Esse tipo de relacionamento econômico só pode ser desacelerado ou terminado por motivos intrínsecos à própria economia: crise ou “falência” do país. Insistir em conflitos por motivos ideológicos é insensatez que a racionalidade da economia não permite.

Terceiro: parte do grande apoio de Bolsonaro na eleição veio de setores ligados ao agronegócio que é muito ligado ao comércio com a China. O que o Brasil vende à China são comodities produzidas pelo agronegócio brasileiro: toda rede de produção ligada à soja, parte da exportação de minérios e carnes. Esse setor, com toda certeza, se mobilizaria contra uma política internacional ideológica e economicamente suicida.

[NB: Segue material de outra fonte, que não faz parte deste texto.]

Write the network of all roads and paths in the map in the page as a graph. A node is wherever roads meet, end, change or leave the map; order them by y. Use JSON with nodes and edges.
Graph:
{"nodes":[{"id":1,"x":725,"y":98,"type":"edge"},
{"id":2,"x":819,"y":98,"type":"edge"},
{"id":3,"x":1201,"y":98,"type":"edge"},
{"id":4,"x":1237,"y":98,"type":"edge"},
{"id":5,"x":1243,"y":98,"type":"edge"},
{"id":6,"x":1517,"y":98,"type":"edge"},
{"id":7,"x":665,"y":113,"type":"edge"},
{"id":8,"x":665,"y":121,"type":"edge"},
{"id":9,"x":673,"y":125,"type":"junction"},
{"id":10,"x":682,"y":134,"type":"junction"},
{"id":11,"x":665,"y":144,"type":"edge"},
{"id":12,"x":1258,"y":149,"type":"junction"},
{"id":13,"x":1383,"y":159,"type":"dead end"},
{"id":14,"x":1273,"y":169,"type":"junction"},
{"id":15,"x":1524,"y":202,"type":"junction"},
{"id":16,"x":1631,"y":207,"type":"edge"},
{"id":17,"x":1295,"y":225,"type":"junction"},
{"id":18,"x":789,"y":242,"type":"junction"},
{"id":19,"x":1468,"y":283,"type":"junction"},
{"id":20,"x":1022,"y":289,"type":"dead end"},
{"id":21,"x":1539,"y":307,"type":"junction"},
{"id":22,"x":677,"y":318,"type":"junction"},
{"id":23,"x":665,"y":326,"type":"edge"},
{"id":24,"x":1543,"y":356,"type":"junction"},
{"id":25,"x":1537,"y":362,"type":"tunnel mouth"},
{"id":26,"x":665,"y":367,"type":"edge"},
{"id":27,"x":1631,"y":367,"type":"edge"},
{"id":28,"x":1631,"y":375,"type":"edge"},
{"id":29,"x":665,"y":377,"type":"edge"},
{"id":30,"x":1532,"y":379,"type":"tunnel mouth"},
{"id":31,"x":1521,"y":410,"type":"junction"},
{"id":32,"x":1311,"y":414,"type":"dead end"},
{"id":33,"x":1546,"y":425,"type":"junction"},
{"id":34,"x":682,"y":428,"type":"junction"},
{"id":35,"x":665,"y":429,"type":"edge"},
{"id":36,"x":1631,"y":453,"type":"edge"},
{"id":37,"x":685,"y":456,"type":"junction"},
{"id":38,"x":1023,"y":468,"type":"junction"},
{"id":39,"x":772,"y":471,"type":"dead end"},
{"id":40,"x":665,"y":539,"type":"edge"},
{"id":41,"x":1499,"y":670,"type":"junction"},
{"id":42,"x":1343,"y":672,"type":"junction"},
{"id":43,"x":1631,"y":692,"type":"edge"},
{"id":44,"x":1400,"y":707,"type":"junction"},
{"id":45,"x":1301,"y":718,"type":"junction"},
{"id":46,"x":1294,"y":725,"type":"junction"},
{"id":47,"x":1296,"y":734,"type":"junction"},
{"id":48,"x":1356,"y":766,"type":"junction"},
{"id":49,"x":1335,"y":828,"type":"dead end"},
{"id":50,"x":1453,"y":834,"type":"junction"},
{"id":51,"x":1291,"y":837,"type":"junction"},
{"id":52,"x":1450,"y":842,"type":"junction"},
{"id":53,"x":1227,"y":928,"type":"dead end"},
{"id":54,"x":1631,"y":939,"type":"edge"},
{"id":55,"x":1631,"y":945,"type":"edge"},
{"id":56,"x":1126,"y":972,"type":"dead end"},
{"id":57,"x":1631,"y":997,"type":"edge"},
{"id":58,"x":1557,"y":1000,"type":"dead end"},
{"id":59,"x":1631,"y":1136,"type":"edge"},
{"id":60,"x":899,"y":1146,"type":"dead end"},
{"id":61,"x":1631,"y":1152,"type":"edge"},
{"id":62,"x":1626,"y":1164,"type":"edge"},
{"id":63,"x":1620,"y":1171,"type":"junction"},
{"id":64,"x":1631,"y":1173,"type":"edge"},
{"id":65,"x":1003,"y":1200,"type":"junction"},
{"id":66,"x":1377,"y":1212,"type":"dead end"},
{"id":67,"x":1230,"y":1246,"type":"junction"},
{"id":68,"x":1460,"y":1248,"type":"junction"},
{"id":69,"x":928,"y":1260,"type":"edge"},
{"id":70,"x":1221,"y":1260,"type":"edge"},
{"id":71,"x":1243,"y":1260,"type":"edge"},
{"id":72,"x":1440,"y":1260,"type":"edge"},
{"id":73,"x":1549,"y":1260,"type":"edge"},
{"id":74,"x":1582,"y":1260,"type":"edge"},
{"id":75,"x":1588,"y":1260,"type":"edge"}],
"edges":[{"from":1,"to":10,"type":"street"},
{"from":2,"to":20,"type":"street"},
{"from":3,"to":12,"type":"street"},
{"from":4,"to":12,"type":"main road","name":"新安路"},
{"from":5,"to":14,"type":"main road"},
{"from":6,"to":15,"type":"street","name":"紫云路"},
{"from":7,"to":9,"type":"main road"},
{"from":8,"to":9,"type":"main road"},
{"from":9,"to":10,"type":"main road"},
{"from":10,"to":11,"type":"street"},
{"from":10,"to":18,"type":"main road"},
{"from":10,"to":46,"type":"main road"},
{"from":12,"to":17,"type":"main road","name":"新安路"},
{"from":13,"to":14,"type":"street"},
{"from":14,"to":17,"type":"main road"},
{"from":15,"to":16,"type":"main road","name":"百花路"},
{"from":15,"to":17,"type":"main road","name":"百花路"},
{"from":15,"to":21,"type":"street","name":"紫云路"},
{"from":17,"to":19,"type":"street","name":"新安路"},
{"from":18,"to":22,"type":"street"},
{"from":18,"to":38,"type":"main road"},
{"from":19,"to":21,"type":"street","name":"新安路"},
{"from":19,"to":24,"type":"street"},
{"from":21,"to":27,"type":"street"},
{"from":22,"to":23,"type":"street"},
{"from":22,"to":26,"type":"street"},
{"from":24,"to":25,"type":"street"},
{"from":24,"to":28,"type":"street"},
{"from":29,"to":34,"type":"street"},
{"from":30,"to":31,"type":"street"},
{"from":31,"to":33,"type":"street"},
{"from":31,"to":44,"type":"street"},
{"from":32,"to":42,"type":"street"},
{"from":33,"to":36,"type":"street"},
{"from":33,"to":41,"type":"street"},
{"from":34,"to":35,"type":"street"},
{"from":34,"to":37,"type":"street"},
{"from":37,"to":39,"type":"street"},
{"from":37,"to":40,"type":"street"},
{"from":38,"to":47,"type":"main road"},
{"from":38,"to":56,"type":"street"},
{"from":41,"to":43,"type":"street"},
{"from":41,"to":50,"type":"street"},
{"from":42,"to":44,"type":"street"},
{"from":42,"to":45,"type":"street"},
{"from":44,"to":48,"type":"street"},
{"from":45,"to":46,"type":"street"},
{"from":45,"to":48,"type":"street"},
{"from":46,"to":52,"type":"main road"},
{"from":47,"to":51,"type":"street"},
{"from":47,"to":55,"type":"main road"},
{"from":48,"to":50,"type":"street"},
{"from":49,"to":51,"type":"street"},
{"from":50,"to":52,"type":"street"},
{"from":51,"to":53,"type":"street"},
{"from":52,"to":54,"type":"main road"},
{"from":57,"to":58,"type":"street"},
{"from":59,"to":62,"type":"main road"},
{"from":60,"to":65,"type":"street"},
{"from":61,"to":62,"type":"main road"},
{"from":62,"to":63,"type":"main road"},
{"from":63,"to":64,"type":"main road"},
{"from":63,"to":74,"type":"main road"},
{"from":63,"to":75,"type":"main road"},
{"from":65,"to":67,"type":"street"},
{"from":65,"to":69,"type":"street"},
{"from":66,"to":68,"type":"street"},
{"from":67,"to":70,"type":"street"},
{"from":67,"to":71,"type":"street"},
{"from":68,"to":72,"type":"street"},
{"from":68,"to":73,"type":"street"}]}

Ideologias são para consumo interno dos seguidores meio que fanatizados e servem para autoafirmação social. A realidade da economia é bem mais sólida: “é a economia, estúpido”, não podemos nos esquecer desse bordão famoso.

Quarto: há muito tempo o Itamarati construiu uma politica de relacionamento externo que, raridade no Brasil, se tornou política de Estado. Desde Jânio Quadros, com o chanceler Afonso Arinos, passando por João Goulart, com Santiago Dantas e em nenhum momento interrompida durante o ciclo militar, o Brasil procurou ser pragmático, não se aliando automaticamente com qualquer bloco de poder. Quem interrompeu (parcialmente) essa política foi Lula e se tornou motivo de chacota internacional, com graves consequências internas e externas hoje tornadas claras pela “operação lava jato”.

Por tudo isso, o estremecimento da relação Brasil China é como uma nuvem tapando passageiramente o sol. Não tem como prosperar, pois a racionalidade política e econômica de Bolsonaro e dos setores mais conscientes do seu governo (Ministério da Economia, por exemplo) há de se impor aos pendores juvenis de alguns de seus ministros e seguidores.

*É professor do Instituto Federal de Educação, Ciência e Tecnologia do Sul de Minas Gerais. Possui graduação em em História pela Fundação Tricordiana de Educação, Instituto de Ciências, Letras e Artes de (1985); graduação em Pedagogia pela Fundação de Ensino Superior Vale do Sapucaí (1982); especialização em História moderna e contemporânea pela Universidade Católica de Belo Horizonte; mestrado em Sociologia pela Universidade Estadual de Campinas (2000); e doutorado em Ciências Sociais pela Universidade Estadual de Campinas (2005).